凶猛的毛猴

一只等待认领的猴子(*¯︶¯*)

【一八现代AU】我当大魔王的那几年

5-战神的黑历史

张启山赶回去时,张日山已经在沙发上坐着了,张日山脸上挂了彩,一身蓝色校服也被撕扯的七零八碎。

“齐桓怎样了?”张启山问道。

张日山看了焦急万分的张启山,不自觉的叹了口气,道:“我到的时候,黑影已经跑了。”

张启山小心翼翼的走到齐铁嘴的房间,轻轻在床边蹲下。

而齐铁嘴睡的极不安稳,嘴里念叨着什么。

“大抵他梦见的是他心里最恐惧的事情吧。”张日山倚着门框认真道。

张启山拉住齐铁嘴的手仔细听着。

听了半天,大概说的就是:“不要离开我……”

张启山:“????”难道他真喜欢霍锦惜?

张日山一脸看好戏的表情十分精彩。

齐铁嘴悲愤且异常清晰的吐出一个字:“钱!”

张启山轻咳了一声,尴尬望天。张日山毫不掩饰的笑出眼泪,继而被张启山两道杀人的目光逼退。

“张总?你怎么在这?”齐铁嘴醒了过来看见神情古怪的张启山,“我怎么睡着了?”

张启山伸出手轻轻扣住他的手腕,道:“你突然低血糖,昏倒了。”

张日山为张启山拙劣的说辞翻了个白眼,转身就往客厅去。

“他是?”

张启山悄悄收回掌心检查齐铁嘴体内魔种的金色光束,探得魔种稳定,总算松了口气,露出一抹舒心的笑容。

齐铁嘴看着眼前笑起来的张启山,男人本来轮廓分明的面庞平添了几分少年感,竟恍然与记忆中某个点碰撞出奇异的感觉。

“我叫张日山。”张日山不知道什么时候又出现在门口,只不过换了一身张启山的运动服。

“原来是弟弟。”齐铁嘴笑了笑。“需要五三吗,我代购。”


今晚,注定是一个不眠夜。

二月红掌心用于探测的透明小鱼化成一滩江水打湿了地板,远方天际一闪而过的爆裂金光虽很快消散依旧被他捕捉在眼中。

二十余年的沉寂,就要结束了。

“若是没有那么多弯弯绕绕,魔种也好,魔王也罢,既然是天道所生,存在就存在了,没有魔王吸收天地戾气,看这三界该浑浊成什么样。”二月红叹了口气,自言自语道。

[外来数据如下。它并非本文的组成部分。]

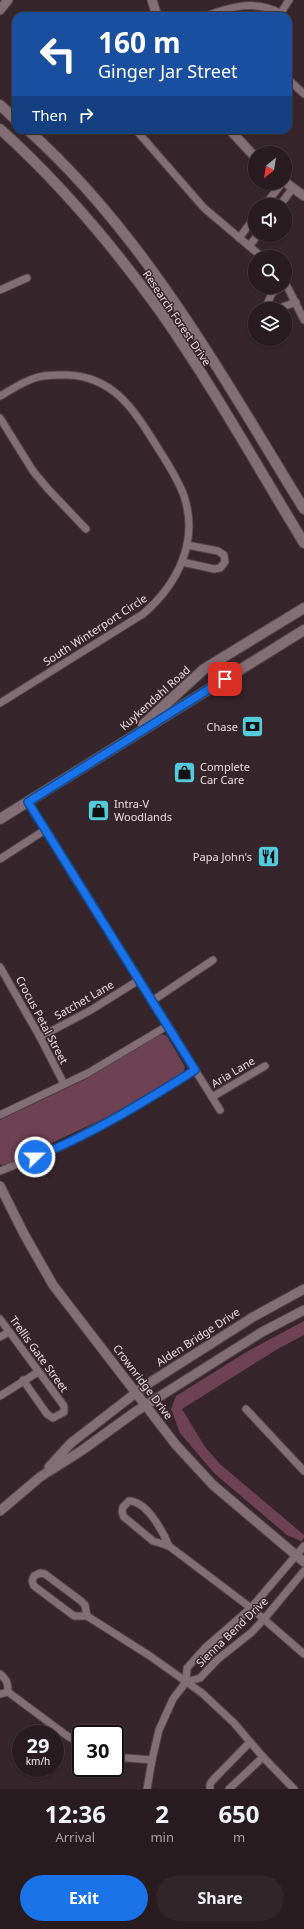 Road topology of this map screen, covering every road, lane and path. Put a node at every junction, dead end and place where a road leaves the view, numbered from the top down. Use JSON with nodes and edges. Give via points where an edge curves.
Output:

“喂!二月……”门外忽然响起的敲门声打断了二月红的思考,他去把门打开,正撞上陈皮那个狼崽子惊慌失措的双眼。

“怎么了?”二月红问道。

“市区魔气暴涨,我担心——”陈皮道:“担心魔种觉醒。”

二月红光着脚踩在地板上,像是一点都不害怕着凉。

陈皮视线顺着那双白的能看出淡蓝色血管的双脚往上探去,最后停留在二月红那张清秀绝伦的脸上。

不像张启山那样成熟深邃,是另一种的好看。

“魔种没事,有佛爷在。”二月红道:“魔气暴涨,你不去齐桓那处,跑来我这干什么?”

陈皮半真半假道:“心里打不定主意,只好过来找师父,师父吩咐什么,徒儿……就做什么。”

他的一双眼睛闪闪发光,像是盯着远方的青年狼王,有看不出的野心和战斗力。

这样的眼神,真是很容易让人想起十分不悦的回忆,二月红故意加重打了个呵欠,打发陈皮道:“没什么需要你做的,明天还要上班,你快回去吧。”

陈皮四下看了一圈,人畜无害道:“外面已经黑了。”

“所以呢?”

一只半大苍狼舒舒服服的跃上沙发,嗷呜了一声,缓缓吐出三个字:“我怕黑。”

二月红:“……”

狼和鱼不是天敌吧?

都他妈怪他年少时云游北域,不然也不能收了这么个便宜徒弟!

二月红自认为还算璀璨辉煌鱼生,因为这只油光水滑的大尾巴狼而蒙尘。


“那个黑影。”张日山欲言又止,“当初难道他没死?”

张启山坐在天台上看着逐渐泛白的天际,他很久没有在人界这么认真的看东方日出。

他沉默了很久才开口。

“我留了他一命。”

世上有千百种欲望,就会有千百种魔,会有魔王那样由世间戾气所化的纯粹的魔,自然也会有其他因某一执念而成的魔。

那个黑衣人,张启山记得他叫赝。

魔王陨落遁入轮回后,张日山奉命绞杀曾同魔王一同作乱的其他魔。

那些魔在群龙无首的情况下很快被张日山击杀,唯独有一个,明明力量最弱却一直逃脱。

那一天,张日山把赝抓住了。

赝化作了张启山的样子,不停的讨好张日山。

张日山觉得有趣,想到在与魔王一战后便一直闭门不出的张启山,就抓着那个能看透人心,并能幻化成那人心中所想之人的样子的赝,去到了天界让张启山也见见世面。

果真,赝遇见了张启山,下一秒就变成了一身锦衣华服潇洒恣意的魔王。

“你叫赝?”张启山钳住他的下巴,有些恼怒。

“如果您能饶我一命,你也可以叫我——老八。”赝忽然笑了,眼前这位令三界闻风丧胆的战神,可能没那么无懈可击,不过他目前,并不想击败他。

“恶心。”张启山将他踹倒在地,漠然道“你不配。”

赝还是那人的模样,甚至他比本尊更要贴合张启山的心意,就像老八永远不会用这样的神情向他摇尾乞怜。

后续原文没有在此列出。